Ecosyste.ms: Awesome

An open API service indexing awesome lists of open source software.

Awesome Lists | Featured Topics | Projects

https://github.com/vedantwalia/google-data-analytics-capstone-case-study

This is a repository of my work on data analysis as a part of the Google Data Analytics Capstone
https://github.com/vedantwalia/google-data-analytics-capstone-case-study

bigquery data data-viz datavisualization-project divvy-bikes google googledataanalytics sql tableau tableau-public

Last synced: about 7 hours ago
JSON representation

This is a repository of my work on data analysis as a part of the Google Data Analytics Capstone

Awesome Lists containing this project

README

        

# Google-Data-Analytics-Capstone-Case-Study

## Introduction
In this case study, I am taking on the role of a junior data analyst at Cyclistic, a fictional bike-share company. My objective is to conduct data analysis to answer critical business questions. The analysis will follow the six steps of the data analysis process: [Ask](https://github.com/vedantwalia/Google-Data-Analytics-Capstone-Case-Study/blob/main/README.md#ask), [Prepare](https://github.com/vedantwalia/Google-Data-Analytics-Capstone-Case-Study/blob/main/README.md#prepare), [Process](https://github.com/vedantwalia/Google-Data-Analytics-Capstone-Case-Study/blob/main/README.md#process), [Analyze](https://github.com/vedantwalia/Google-Data-Analytics-Capstone-Case-Study/blob/main/README.md#analyze-and-share), [Share](https://github.com/vedantwalia/Google-Data-Analytics-Capstone-Case-Study/blob/main/README.md#analyze-and-share), and [Act](https://github.com/vedantwalia/Google-Data-Analytics-Capstone-Case-Study#act).

### Quick Links
- **Data Source:** [divvy_tripdata](https://divvy-tripdata.s3.amazonaws.com/index.html)
- **SQL Queries:**
- [01. Data Combining](https://github.com/vedantwalia/Google-Data-Analytics-Capstone-Case-Study/blob/main/DataCombining.sql)
- [02. Data Observations](https://github.com/vedantwalia/Google-Data-Analytics-Capstone-Case-Study/blob/main/DataObservations.sql)
- [03. Data Cleaning](https://github.com/vedantwalia/Google-Data-Analytics-Capstone-Case-Study/blob/main/DataCleaning.sql)
- [04. Data Analysis](https://github.com/vedantwalia/Google-Data-Analytics-Capstone-Case-Study/blob/main/DataAnalysis.sql)

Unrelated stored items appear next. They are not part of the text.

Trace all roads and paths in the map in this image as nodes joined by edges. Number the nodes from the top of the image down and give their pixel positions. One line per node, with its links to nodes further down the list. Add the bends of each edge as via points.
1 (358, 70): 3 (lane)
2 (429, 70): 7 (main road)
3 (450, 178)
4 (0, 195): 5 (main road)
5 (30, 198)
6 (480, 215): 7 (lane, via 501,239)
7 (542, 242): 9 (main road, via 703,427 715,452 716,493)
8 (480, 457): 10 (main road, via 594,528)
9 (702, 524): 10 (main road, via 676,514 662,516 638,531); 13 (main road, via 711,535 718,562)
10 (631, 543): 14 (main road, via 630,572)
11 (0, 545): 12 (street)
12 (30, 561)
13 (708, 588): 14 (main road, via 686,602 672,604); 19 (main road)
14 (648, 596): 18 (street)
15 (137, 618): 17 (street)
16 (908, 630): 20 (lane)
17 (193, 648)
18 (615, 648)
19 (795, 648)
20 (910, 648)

- **Data Visualizations:** [Tableau Dashboard](https://public.tableau.com/views/GoogleDataAnalyticsCapstone_17239832032770/TripStartingLocationMap?:language=en-US&:sid=&:redirect=auth&:display_count=n&:origin=viz_share_link)

## Background

### Cyclistic
Cyclistic is a Chicago-based bike-share program offering over 5,800 bicycles and 600 docking stations. The company distinguishes itself by providing not only traditional bikes but also assistive options like reclining bikes, hand tricycles, and cargo bikes, making the service accessible to a wide range of users. While most users prefer traditional bikes, approximately 8% opt for the assistive options. The majority of Cyclistic riders use bikes for leisure, though around 30% use them for commuting.

Cyclistic's marketing strategy has traditionally targeted broad consumer segments with flexible pricing plans, including single-ride passes, full-day passes, and annual memberships. Customers who opt for single-ride or full-day passes are classified as casual riders, while those who purchase annual memberships are considered members.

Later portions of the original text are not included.